ESPN Georgia Tech vs. #11 Virginia Tech 7:45 ET Thursday
ESPN2 Nevada at Fresno State 8:00 ET Friday
ESPN Purdue at Penn State Noon ET
ESPN2 Iowa at Northwestern Noon ET
Fox Sports Nebraska vs. #8 Kansas 12:30 ET
VERSUS Kansas State at Iowa State 12:30 ET
NBC Navy at Notre Dame 2:30 ET
ABC/ESPN Cincinnati at #18 So. Florida 3:30 ET
ABC/ESPN Oklahoma State vs. #15 Texas 3:30 ET
ABC/ESPN Michigan State vs. #12 Michigan 3:30 ET
ABC/ESPN UCLA at Arizona 3:30 ET
Fox Sports Colorado vs. #9 Missouri 6:30 ET
ABC Florida State at #2 Boston College 8:00 ET
ABC Texas A&M at #6 Oklahoma 8:00 ET
ESPN or ESPN2 Oregon State at #19 USC 8:00 ET
ESPN or ESPN2 South Carolina at Arkansas 8:00 ET
Fox Sports Wash.
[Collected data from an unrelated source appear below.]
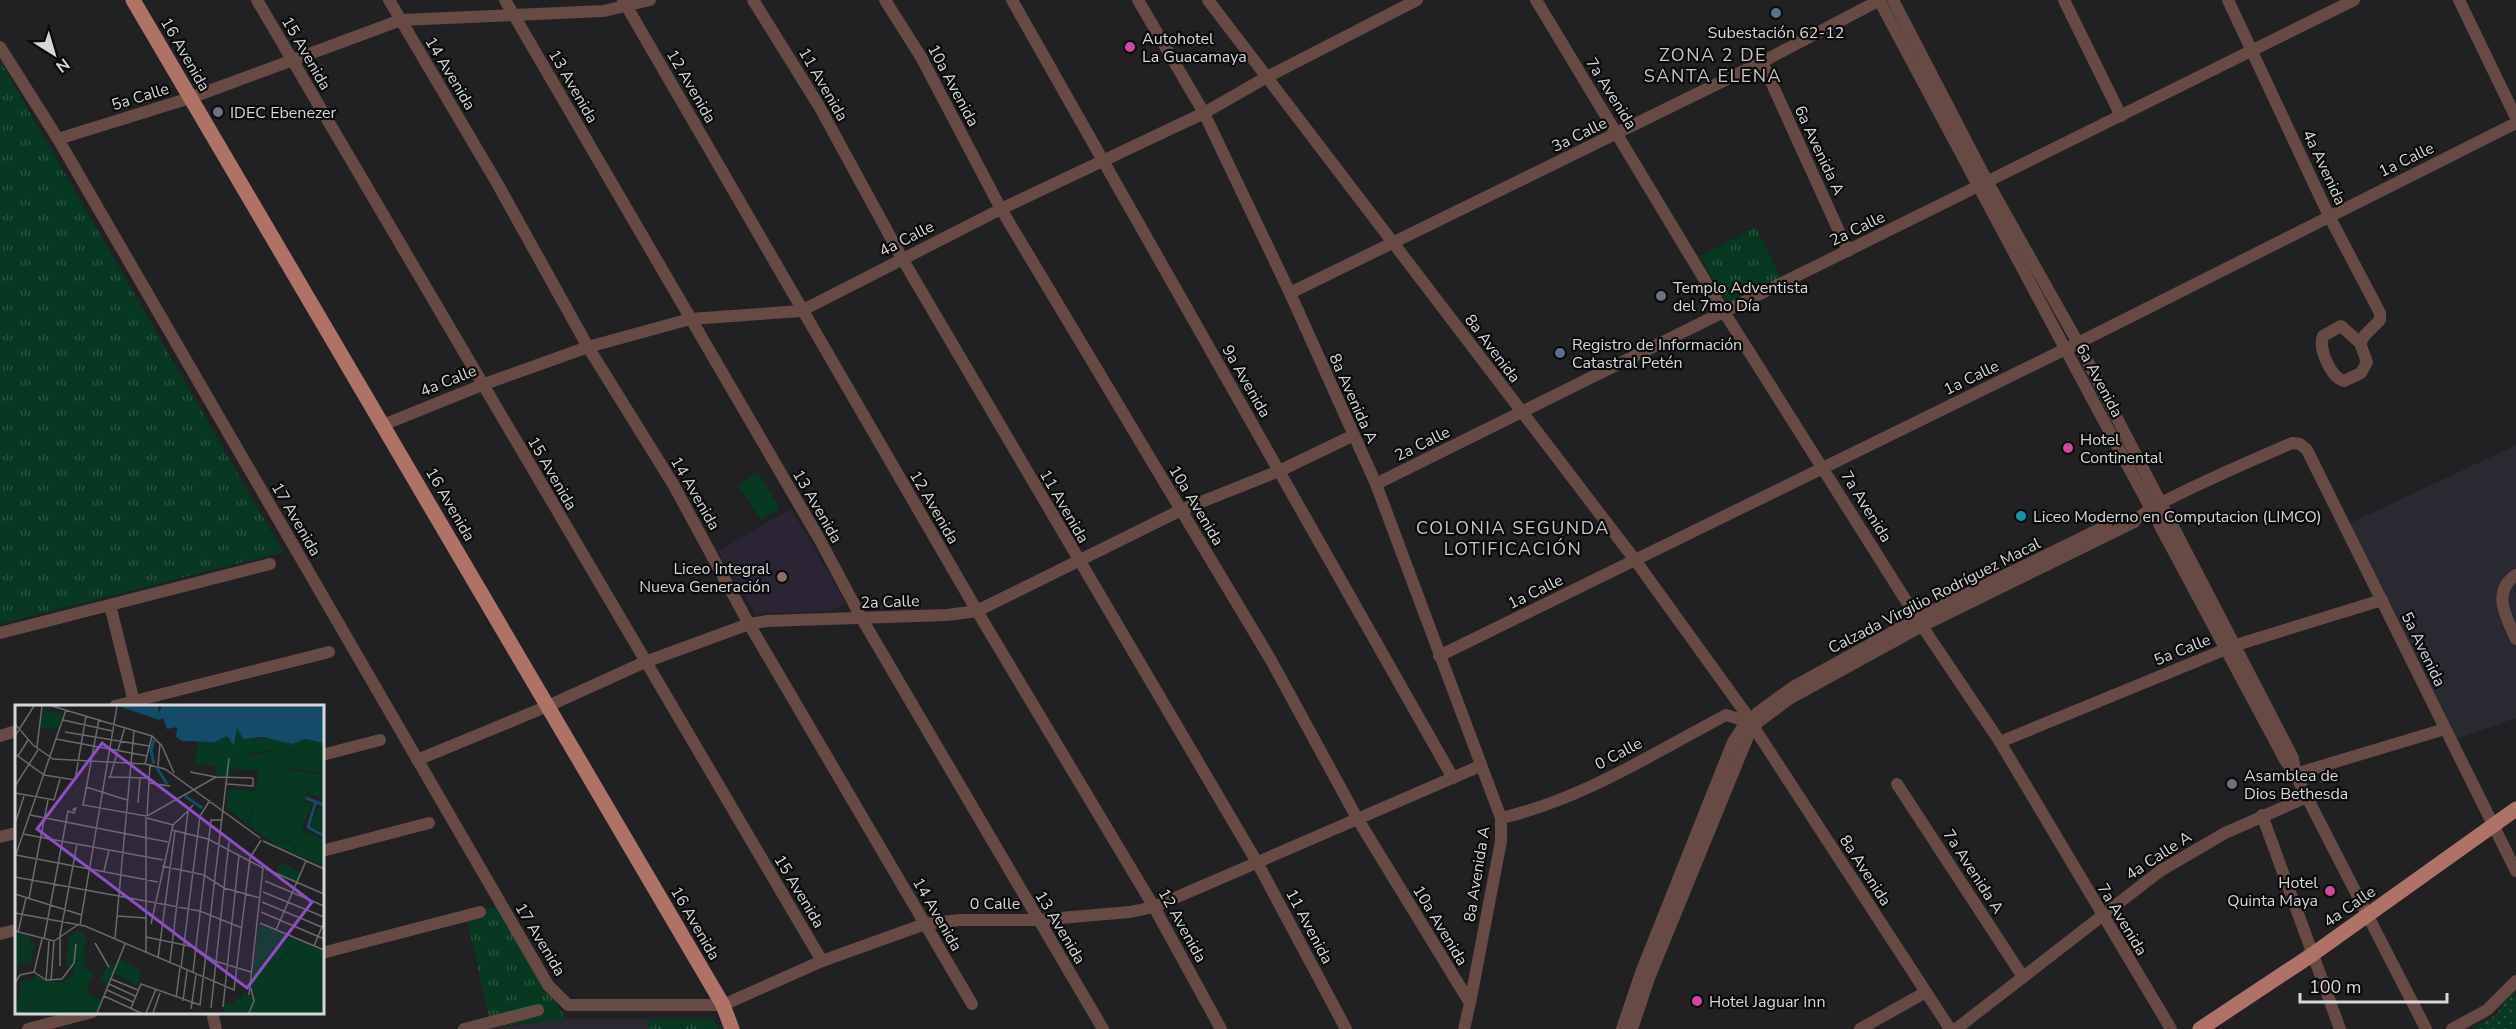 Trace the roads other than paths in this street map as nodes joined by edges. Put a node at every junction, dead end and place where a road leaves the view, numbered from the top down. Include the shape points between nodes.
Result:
1 (133, 0) edge
2 (257, 0) edge
3 (389, 0) edge
4 (505, 0) edge
5 (650, 0) edge
6 (753, 0) edge
7 (885, 0) edge
8 (1012, 0) edge
9 (1138, 0) edge
10 (1208, 0) edge
11 (1417, 0) edge
12 (1536, 0) edge
13 (1879, 0) edge
14 (1893, 0) edge
15 (2064, 0) edge
16 (2228, 0) edge
17 (2354, 0) edge
18 (2458, 0) edge
19 (625, 3) edge
20 (515, 16) junction
21 (401, 20) junction
22 (0, 47) edge
23 (2252, 50) junction
24 (292, 60) junction
25 (1762, 62) junction
26 (1267, 77) junction
27 (190, 98) junction
28 (1204, 113) junction
29 (2121, 116) junction
30 (2516, 118) edge
31 (2516, 123) edge
32 (1618, 133) junction
33 (58, 139) junction
34 (1103, 161) junction
35 (1982, 184) junction
36 (1001, 209) junction
37 (2330, 216) junction
38 (1392, 243) junction
39 (1848, 251) junction
40 (903, 260) junction
41 (1290, 293) junction
42 (801, 310) junction
43 (1724, 312) junction
44 (690, 319) junction
45 (2078, 343) junction
46 (2360, 343) junction
47 (588, 348) junction
48 (2066, 349) junction
49 (482, 385) junction
50 (1521, 412) junction
51 (383, 425) junction
52 (1353, 436) junction
53 (2301, 444) joint
54 (1824, 467) junction
55 (1279, 471) junction
56 (1376, 484) junction
57 (2156, 507) junction
58 (1181, 510) junction
59 (1635, 560) junction
60 (1079, 563) junction
61 (270, 564) dead end
62 (2516, 574) edge
63 (2382, 600) junction
64 (110, 605) junction
65 (977, 611) junction
66 (862, 619) junction
67 (1920, 622) junction
68 (750, 624) junction
69 (0, 633) edge
70 (2516, 639) edge
71 (2230, 647) junction
72 (329, 652) dead end
73 (1439, 656) junction
74 (645, 662) junction
75 (135, 704) edge
76 (548, 706) junction
77 (1751, 723) junction
78 (2445, 729) junction
79 (15, 732) edge
80 (0, 736) edge
81 (380, 740) dead end
82 (2000, 741) junction
83 (324, 754) edge
84 (417, 760) junction
85 (1480, 766) junction
86 (2295, 774) junction
87 (1453, 778) junction
88 (1897, 783) dead end
89 (2307, 797) junction
90 (2516, 809) edge
91 (2262, 815) junction
92 (1357, 818) junction
93 (1501, 818) junction
94 (429, 824) dead end
95 (2494, 826) junction
96 (15, 833) edge
97 (0, 837) edge
98 (324, 850) edge
99 (1258, 864) junction
100 (2516, 871) edge
101 (1154, 907) junction
102 (480, 912) dead end
103 (2368, 914) junction
104 (2101, 915) junction
105 (1037, 920) junction
106 (925, 924) junction
107 (15, 930) edge
108 (0, 934) edge
109 (324, 952) edge
110 (2313, 954) junction
111 (822, 961) junction
112 (2023, 977) junction
113 (2516, 981) edge
114 (1926, 992) junction
115 (1470, 1003) junction
116 (972, 1004) dead end
117 (568, 1005) joint
118 (723, 1005) junction
119 (538, 1010) dead end
120 (84, 1014) edge
121 (212, 1014) edge
122 (28, 1029) edge
123 (216, 1029) edge
124 (464, 1029) edge
125 (732, 1029) edge
126 (1103, 1029) edge
127 (1221, 1029) edge
128 (1346, 1029) edge
129 (1464, 1029) edge
130 (1622, 1029) edge
131 (1632, 1029) edge
132 (1860, 1029) edge
133 (1950, 1029) edge
134 (1956, 1029) edge
135 (2171, 1029) edge
136 (2200, 1029) edge
137 (2340, 1029) edge
138 (2426, 1029) edge
139 (2452, 1029) edge

1 - 27 main road, 16 Avenida
2 - 24 street, 15 Avenida
3 - 21 street, 14 Avenida
4 - 20 street, 13 Avenida
5 - 19 street, 5a Calle
6 - 40 street, 11 Avenida via 819,106
7 - 36 street, 10a Avenida via 921,57
8 - 34 street, 9a Avenida
9 - 28 street, 8a Avenida A
10 - 26 street, 8a Avenida
11 - 26 street, 4a Calle
12 - 32 street, 7a Avenida
13 - 25 street, 3a Calle
13 - 35 street, 6a Avenida
14 - 35 street, 6a Avenida
15 - 29 street
16 - 23 street, 4a Avenida
17 - 23 street, 2a Calle
18 - 30 street
19 - 20 street, 5a Calle via 603,10
19 - 42 street, 12 Avenida
20 - 21 street, 5a Calle
20 - 44 street, 13 Avenida
21 - 24 street, 5a Calle
21 - 47 street, 14 Avenida
22 - 33 street, 17 Avenida
23 - 29 street, 2a Calle
23 - 37 street, 4a Avenida
24 - 27 street, 5a Calle
24 - 49 street, 15 Avenida
25 - 32 street, 3a Calle
25 - 39 street, 6a Avenida A
26 - 28 street, 4a Calle
26 - 38 street, 8a Avenida
27 - 33 street, 5a Calle
27 - 51 main road, 16 Avenida
28 - 34 street, 4a Calle
28 - 41 street, 8a Avenida A
29 - 35 street, 2a Calle
31 - 37 street, 1a Calle
32 - 38 street, 3a Calle
32 - 43 street, 7a Avenida
33 - 84 street, 17 Avenida
34 - 36 street, 4a Calle
34 - 55 street, 9a Avenida
35 - 39 street, 2a Calle
35 - 45 street, 6a Avenida
35 - 48 street, 6a Avenida
36 - 40 street, 4a Calle
36 - 58 street, 10a Avenida
37 - 45 street, 1a Calle
37 - 46 street, 4a Avenida via 2381,317
38 - 41 street, 3a Calle
38 - 50 street, 8a Avenida
39 - 43 street, 2a Calle
40 - 42 street, 4a Calle
40 - 60 street, 11 Avenida
41 - 52 street, 8a Avenida A
42 - 44 street, 4a Calle
42 - 65 street, 12 Avenida
43 - 50 street, 2a Calle
43 - 54 street, 7a Avenida
44 - 47 street, 4a Calle
44 - 66 street, 13 Avenida
45 - 48 street, 1a Calle
45 - 57 street, 6a Avenida
46 - 46 street via 2367,362 2365,369 2340,380 2321,347 2323,336 2341,326
47 - 49 street, 4a Calle
47 - 68 street, 14 Avenida via 673,484
48 - 54 street, 1a Calle
48 - 57 street, 6a Avenida
49 - 51 street, 4a Calle
49 - 74 street, 15 Avenida
50 - 56 street, 2a Calle
50 - 59 street, 8a Avenida
51 - 76 main road, 16 Avenida
52 - 55 street, 2a Calle
52 - 56 street, 8a Avenida A
53 - 57 street, Calzada Virgilio Rodríguez Macal via 2292,443
53 - 63 street, 5a Avenida
54 - 59 street, 1a Calle
54 - 67 street, 7a Avenida
55 - 58 street, 2a Calle
55 - 87 street, 9a Avenida
56 - 73 street, 8a Avenida A
57 - 67 street, Calzada Virgilio Rodríguez Macal via 2137,516 2131,514
57 - 71 street, 6a Avenida
58 - 60 street, 2a Calle
58 - 92 street, 10a Avenida via 1272,662
59 - 73 street, 1a Calle
59 - 77 street, 8a Avenida
60 - 65 street, 2a Calle
60 - 99 street, 11 Avenida
61 - 64 street
62 - 70 street via 2507,581 2501,601
63 - 71 street, 5a Calle
63 - 78 street, 5a Avenida
64 - 69 street
64 - 75 street
65 - 66 street, 2a Calle
65 - 101 street, 12 Avenida
66 - 68 street, 2a Calle
66 - 105 street, 13 Avenida
67 - 77 street, Calzada Virgilio Rodríguez Macal via 1778,696
67 - 82 street, 7a Avenida
68 - 74 street, 2a Calle
68 - 106 street, 14 Avenida
71 - 82 street, 5a Calle
71 - 86 street, 6a Avenida
72 - 75 street
73 - 85 street, 8a Avenida A
74 - 76 street, 2a Calle
74 - 111 street, 15 Avenida
76 - 84 street, 2a Calle
76 - 118 main road, 16 Avenida
77 - 93 street, 0 Calle via 1726,715 1582,790 1528,812
77 - 114 street, 8a Avenida
77 - 130 street, Calzada Virgilio Rodríguez Macal via 1733,742 1641,970
77 - 131 street, Calzada Virgilio Rodríguez Macal
78 - 86 street
78 - 95 street, 5a Avenida
79 - 80 street
81 - 83 street
82 - 104 street, 7a Avenida
84 - 117 street, 17 Avenida via 548,985
85 - 87 street, 0 Calle
85 - 93 street, 8a Avenida A
86 - 89 street, 6a Avenida
87 - 92 street, 0 Calle
88 - 112 street, 7a Avenida A
89 - 91 street, 4a Calle A
89 - 103 street, 6a Avenida
90 - 95 main road, 4a Calle
91 - 104 street, 4a Calle A via 2192,850
91 - 110 street
92 - 99 street, 0 Calle
92 - 115 street, 10a Avenida
93 - 115 street, 8a Avenida A via 1501,841
94 - 98 street
95 - 100 street, 5a Avenida
95 - 103 main road, 4a Calle
96 - 97 street
99 - 101 street, 0 Calle
99 - 128 street, 11 Avenida
101 - 105 street, 0 Calle
101 - 127 street, 12 Avenida
102 - 109 street
103 - 110 main road, 4a Calle
103 - 138 street, 6a Avenida
104 - 112 street, 4a Calle A
104 - 135 street, 7a Avenida
105 - 106 street, 0 Calle
105 - 126 street, 13 Avenida
106 - 111 street, 0 Calle
106 - 116 street, 14 Avenida
107 - 108 street
110 - 136 main road, 4a Calle
110 - 137 street
111 - 118 street, 0 Calle
112 - 134 street, 4a Calle A
113 - 139 street via 2487,1010
114 - 132 street
114 - 133 street, 8a Avenida
115 - 129 street
117 - 118 street, 0 Calle
118 - 125 main road, 16 Avenida
119 - 124 street
120 - 122 street
121 - 123 street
State at California 10:00 ET

There are two games between ranked teams. One is LSU at Alabama, which can be seen nationally on CBS at 5 p.m. Eastern. The other is a top five matchup with direct implications on the Pac Ten championship, the Rose Bowl and in all likelihood the mythical championship game, Arizona State at Oregon, which can be seen...if you live in Arizona or Oregon...on Fox Sports Arizona or Fox Sports Northwest, neither of which, unless you live in Arizona or Oregon, you have probably ever heard. Otherwise, you can order the game on pay-per-view through ESPN Gameplan.

This wouldn’t be a big deal in 1974, when there was no such thing as cable and basically no way viewers couldn’t miss the biggest game of the weekend – and, based on the records, rankings and potential implications here, one of the three or four biggest games of the season – if it wasn’t in their particular region. Cable TV more than anything else has made the sport a truly national game over the last two decades, has found a way to get the best teams and best games in front of consumers, yet still finds itself in a situation that somehow gives us the three mediocre, of-regional-interest-only Pac Ten games highlighted above instead of the one that might draw and hold a national audience. Which will instead be watching USC and Oregon State jockeying for Sun Bowl position.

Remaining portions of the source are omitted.